WORK ORDER: From the entries, copy out every line in which the word "Right" is found.
··· GIVEN DATA
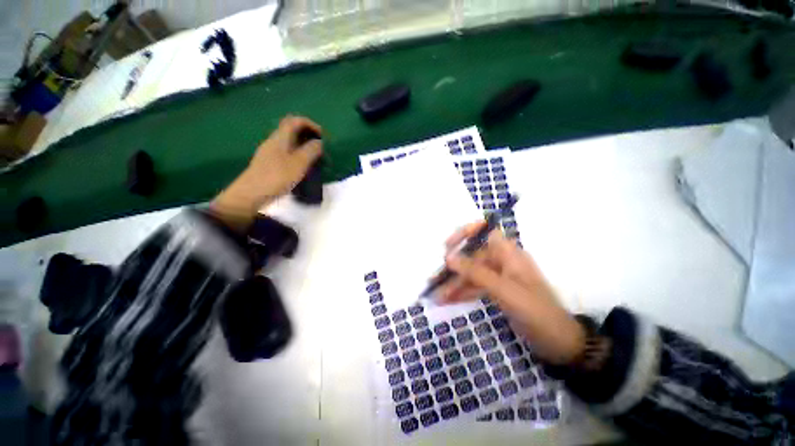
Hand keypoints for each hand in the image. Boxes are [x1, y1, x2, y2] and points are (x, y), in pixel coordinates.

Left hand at [210, 116, 322, 230]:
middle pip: (292, 130)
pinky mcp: (269, 163)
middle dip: (308, 136)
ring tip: (315, 159)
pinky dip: (298, 156)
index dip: (310, 124)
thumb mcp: (299, 163)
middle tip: (321, 149)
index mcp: (280, 138)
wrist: (251, 194)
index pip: (295, 121)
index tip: (322, 136)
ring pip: (290, 143)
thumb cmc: (277, 177)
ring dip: (304, 147)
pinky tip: (303, 168)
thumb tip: (319, 142)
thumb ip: (311, 150)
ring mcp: (270, 152)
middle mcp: (274, 141)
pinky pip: (287, 153)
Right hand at [438, 222, 584, 364]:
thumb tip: (449, 257)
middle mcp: (502, 261)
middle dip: (453, 268)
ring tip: (437, 296)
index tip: (448, 245)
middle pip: (472, 256)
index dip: (466, 233)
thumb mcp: (505, 291)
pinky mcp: (496, 291)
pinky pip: (475, 287)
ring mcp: (499, 277)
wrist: (559, 344)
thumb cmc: (536, 312)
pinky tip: (447, 300)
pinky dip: (462, 292)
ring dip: (454, 283)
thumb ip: (476, 272)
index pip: (485, 231)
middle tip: (434, 279)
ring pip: (471, 274)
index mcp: (509, 254)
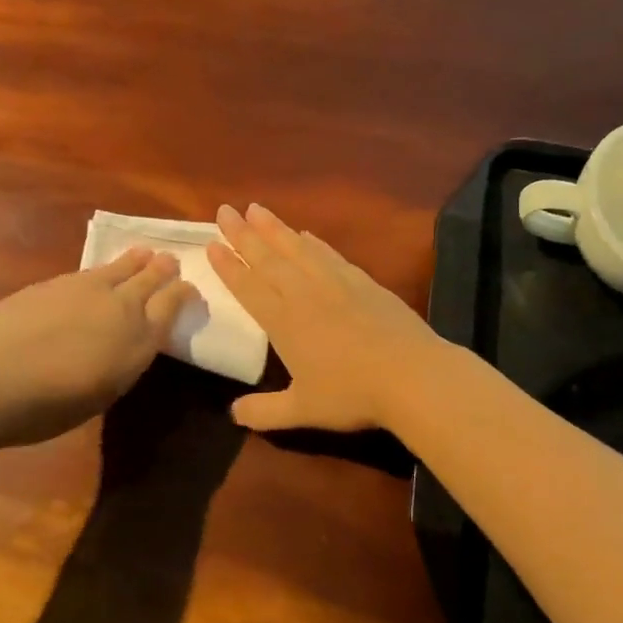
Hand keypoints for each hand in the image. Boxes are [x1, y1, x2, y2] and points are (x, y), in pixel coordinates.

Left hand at [0, 249, 196, 447]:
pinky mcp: (54, 282)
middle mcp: (121, 305)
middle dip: (163, 269)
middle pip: (150, 277)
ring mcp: (86, 288)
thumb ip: (121, 362)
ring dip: (135, 261)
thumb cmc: (48, 406)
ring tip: (143, 253)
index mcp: (139, 339)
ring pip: (120, 266)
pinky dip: (103, 269)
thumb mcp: (103, 393)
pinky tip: (98, 274)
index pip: (172, 304)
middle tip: (170, 261)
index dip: (184, 293)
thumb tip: (123, 345)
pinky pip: (90, 270)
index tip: (190, 290)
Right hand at [208, 203, 448, 432]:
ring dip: (274, 228)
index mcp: (283, 322)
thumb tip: (233, 414)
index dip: (228, 266)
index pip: (248, 287)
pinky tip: (305, 233)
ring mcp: (335, 282)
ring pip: (297, 248)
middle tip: (225, 210)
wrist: (410, 374)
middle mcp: (304, 294)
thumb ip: (264, 412)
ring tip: (257, 208)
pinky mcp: (363, 281)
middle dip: (243, 234)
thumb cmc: (352, 394)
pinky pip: (329, 253)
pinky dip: (313, 242)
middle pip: (268, 258)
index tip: (211, 243)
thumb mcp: (303, 410)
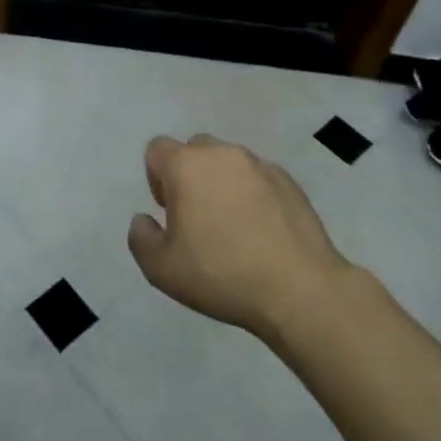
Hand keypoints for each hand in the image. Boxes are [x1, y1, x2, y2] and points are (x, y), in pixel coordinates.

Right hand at [127, 134, 350, 340]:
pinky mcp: (290, 181)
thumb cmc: (222, 274)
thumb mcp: (161, 269)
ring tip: (233, 225)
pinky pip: (259, 177)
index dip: (156, 177)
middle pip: (194, 150)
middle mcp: (222, 154)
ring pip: (229, 162)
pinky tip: (262, 231)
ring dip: (223, 183)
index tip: (169, 211)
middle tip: (198, 217)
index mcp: (186, 165)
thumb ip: (141, 237)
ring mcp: (260, 165)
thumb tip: (144, 219)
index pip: (157, 149)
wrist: (300, 291)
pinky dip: (253, 194)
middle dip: (190, 175)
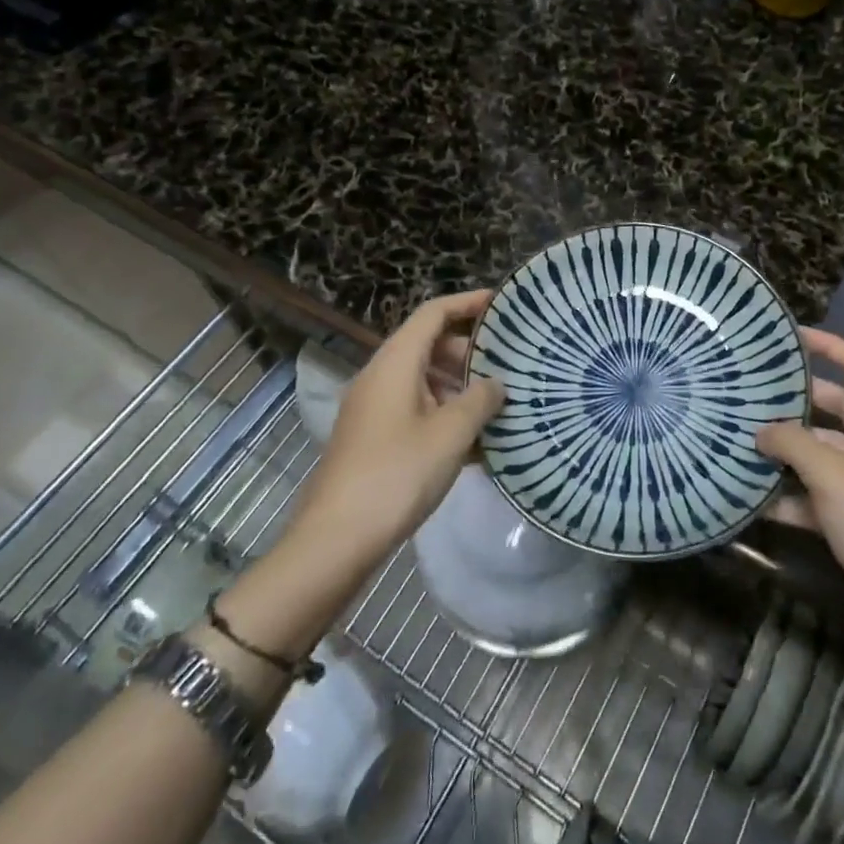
······
COMPLETED TASK:
Right hand at [438, 222, 584, 364]:
Right hand at [208, 203, 448, 432]:
Right hand at [127, 134, 350, 340]:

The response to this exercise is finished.